User-centric, Adaptive and Collaborative Information Filtering

An NSF funded Collaborative Project # III-COR 0704628 & 0704689

Quarterly Report: 2nd Year, 3rd Quarter

 

Title: Multi-Field Correlated Topic Modeling

Summary: There is a great need in practical applications for analyzing and maintaining data collections where each entity (object or event) consists of multiple fields with different but interrelated contents. For example, in a troubleshooting scenario each record may contain several free-text fields, such as a brief problem description by a user, an initial analysis of the problem by a technical specialist, and a detailed technical description by the expert(s) who fixed the problem. Other fields in the record may include related information in the forms of nominal, categorical, ordinal and numerical attributes, such as by whom the problem was reported, what level of urgency was specified, which expert(s) was assigned etc. For each new troubleshooting scenario multiple interrelated tasks must be solved, such as finding similar past cases (retrieval) or automatically determining severity of the problem, category, right experts etc (prediction). The main challenge in this scenario is to model the dependencies among multiple fields so that the rich connections among tasks can be effectively leveraged.

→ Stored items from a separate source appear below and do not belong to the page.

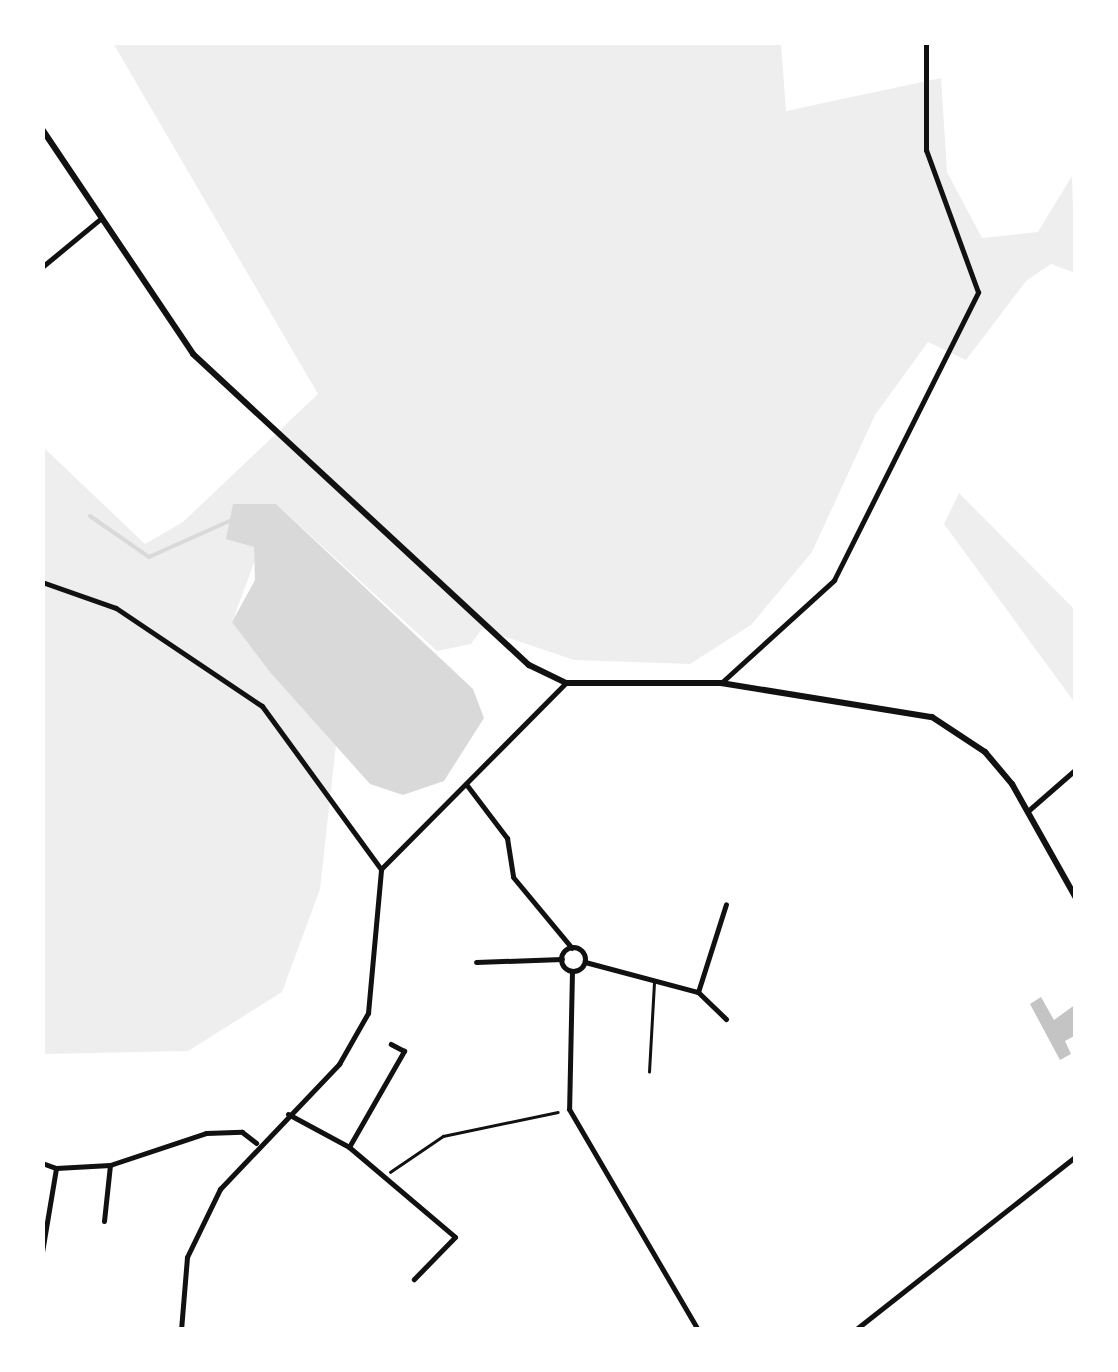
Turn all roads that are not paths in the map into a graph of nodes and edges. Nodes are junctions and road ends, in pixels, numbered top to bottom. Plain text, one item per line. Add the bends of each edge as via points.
1 (926, 42) edge
2 (42, 129) edge
3 (99, 220) junction
4 (42, 267) edge
5 (42, 582) edge
6 (566, 683) junction
7 (722, 683) junction
8 (1076, 769) edge
9 (466, 784) junction
10 (1029, 810) junction
11 (380, 869) junction
12 (1076, 898) edge
13 (726, 904) dead end
14 (572, 948) junction
15 (562, 960) junction
16 (476, 962) dead end
17 (585, 962) junction
18 (572, 971) junction
19 (655, 981) junction
20 (698, 992) junction
21 (726, 1019) dead end
22 (392, 1044) dead end
23 (648, 1072) dead end
24 (288, 1114) junction
25 (256, 1143) junction
26 (349, 1147) junction
27 (1076, 1156) edge
28 (42, 1163) edge
29 (110, 1164) junction
30 (56, 1168) junction
31 (104, 1222) dead end
32 (42, 1252) edge
33 (414, 1279) dead end
34 (181, 1330) edge
35 (698, 1330) edge
36 (855, 1330) edge

1 - 7 street via 926,150 980,282 834,580
2 - 3 street
3 - 4 street
3 - 6 street via 193,354 529,666
5 - 11 street via 116,608 262,706
6 - 7 street
6 - 9 street
7 - 10 street via 932,718 986,752
8 - 10 street
9 - 11 street
9 - 14 street via 506,838 514,876
10 - 12 street
11 - 24 street via 368,1013 338,1064
13 - 20 street
14 - 15 street
14 - 17 street
15 - 16 street
15 - 18 street
17 - 18 street
17 - 19 street
18 - 35 street via 569,1109
19 - 20 street
19 - 23 lane
20 - 21 street
22 - 26 street via 404,1050
24 - 25 street
24 - 26 street
25 - 29 street via 242,1132 206,1133
25 - 34 street via 187,1258
26 - 33 street via 389,1173 455,1237
27 - 36 street
28 - 30 street
29 - 30 street
29 - 31 street
30 - 32 street

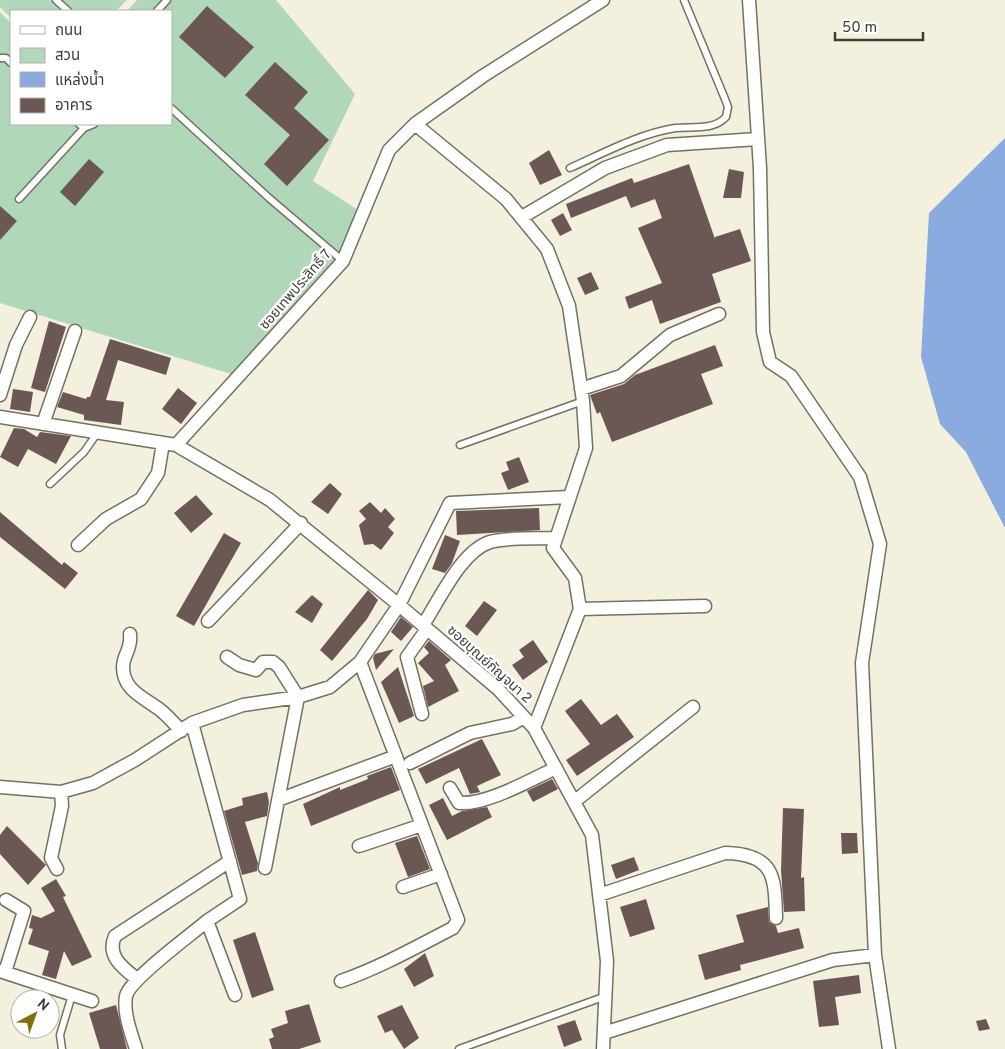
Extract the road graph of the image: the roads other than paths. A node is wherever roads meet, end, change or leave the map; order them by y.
1 (56, 0) edge
2 (167, 0) edge
3 (602, 0) edge
4 (684, 0) edge
5 (749, 0) edge
6 (67, 10) edge
7 (158, 10) edge
8 (172, 109) edge
9 (415, 124) junction
10 (82, 126) edge
11 (758, 139) junction
12 (570, 168) dead end
13 (19, 199) dead end
14 (522, 218) junction
15 (343, 260) junction
16 (719, 314) dead end
17 (30, 317) dead end
18 (75, 331) dead end
19 (0, 395) edge
20 (582, 395) junction
21 (0, 417) edge
22 (43, 424) junction
23 (98, 432) junction
24 (163, 443) junction
25 (176, 445) junction
26 (460, 445) dead end
27 (50, 484) dead end
28 (569, 497) junction
29 (301, 523) junction
30 (556, 538) junction
31 (78, 545) dead end
32 (399, 605) junction
33 (705, 606) dead end
34 (580, 609) junction
35 (208, 620) dead end
36 (425, 627) junction
37 (130, 634) dead end
38 (227, 657) dead end
39 (360, 662) junction
40 (298, 697) junction
41 (693, 707) dead end
42 (422, 714) dead end
43 (524, 717) junction
44 (192, 723) junction
45 (534, 728) junction
46 (181, 730) junction
47 (396, 756) junction
48 (410, 763) dead end
49 (556, 768) junction
50 (0, 787) edge
51 (450, 788) dead end
52 (61, 792) junction
53 (278, 800) junction
54 (575, 802) junction
55 (422, 826) junction
56 (359, 846) dead end
57 (230, 860) junction
58 (265, 868) dead end
59 (58, 869) dead end
60 (441, 874) junction
61 (403, 887) dead end
62 (599, 895) junction
63 (6, 900) dead end
64 (776, 918) dead end
65 (207, 921) junction
66 (875, 955) junction
67 (2, 972) edge
68 (137, 980) junction
69 (341, 981) dead end
70 (72, 994) junction
71 (234, 995) dead end
72 (606, 996) junction
73 (92, 1001) dead end
74 (604, 1033) junction
75 (62, 1049) edge
76 (136, 1049) edge
77 (459, 1049) edge
78 (603, 1049) edge
79 (889, 1049) edge

1 - 6 lane
2 - 7 lane
3 - 9 street, ซอยเทพประสิทธิ์ 7
4 - 12 lane
5 - 11 street
8 - 15 lane
9 - 14 street
9 - 15 street, ซอยเทพประสิทธิ์ 7
10 - 13 lane
11 - 14 street
11 - 66 street
14 - 20 street
15 - 25 street, ซอยเทพประสิทธิ์ 7
16 - 20 street
17 - 19 street
18 - 22 street
20 - 26 lane
20 - 28 street
21 - 22 street
22 - 23 street
23 - 24 street
23 - 27 lane
24 - 25 street
24 - 31 street
25 - 29 street, ซอยบุณย์กัญจนา 2
28 - 30 street
28 - 32 street
29 - 32 street, ซอยบุณย์กัญจนา 2
29 - 35 street
30 - 34 street
30 - 36 street
32 - 36 street, ซอยบุณย์กัญจนา 2
32 - 39 street
33 - 34 street
34 - 45 street
36 - 42 street
36 - 43 street, ซอยบุณย์กัญจนา 2
37 - 46 street
38 - 40 street
39 - 40 street
39 - 47 street
40 - 44 street
40 - 53 street
41 - 54 street
43 - 45 street, ซอยบุณย์กัญจนา 2
43 - 48 street
44 - 46 street
44 - 57 street
45 - 49 street, ซอยบุณย์กัญจนา 2
46 - 52 street
47 - 53 street
47 - 55 street
49 - 51 street
49 - 54 street, ซอยบุณย์กัญจนา 2
50 - 52 street
52 - 59 street
53 - 58 street
54 - 62 street, ซอยบุณย์กัญจนา 2
55 - 56 street
55 - 60 street
57 - 65 street
57 - 68 street
60 - 61 street
60 - 69 street
62 - 64 street
62 - 72 street, ซอยบุณย์กัญจนา 2
63 - 67 street
65 - 68 street
65 - 71 street
66 - 74 street
66 - 79 street
67 - 70 street
68 - 76 street
70 - 73 street
70 - 75 lane
72 - 74 street, ซอยบุณย์กัญจนา 2
72 - 77 lane
74 - 78 street, ซอยบุณย์กัญจนา 2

1)      We have developed a new multi-field correlated topic modeling approach to enable modeling such multi-field data in a global Bayesian graphical structure.

 

2)      We have developed a variant of the mean-field variational algorithm as the approximation procedure to perform inference and parameter estimation.

 

3)      We have evaluated our approach on the real troubleshooting data. Our approach outperforms state of the art Correlated Topic Modeling in terms of likelihood (Figure 1.) and predictive perplexity (Figure 2.)

 

 

Figure 1 shows the likelihood of two modifications of our approach (mf-CTM.dt, mf-CTM.ct) and state of the art baseline (CTM) as a function of the number of latent topics (the parameter of the algorithm that needs to be tuned).

 

 

Figure 2 shows the predictive perplexity (the lower the better) of two modifications of our approach (mf-CTM.dt, mf-CTM.ct) and state of the art baseline (CTM). Perplexity reflects the ability of the model to predict unseen fields (unsolved tasks) given the observed fields (solved tasks).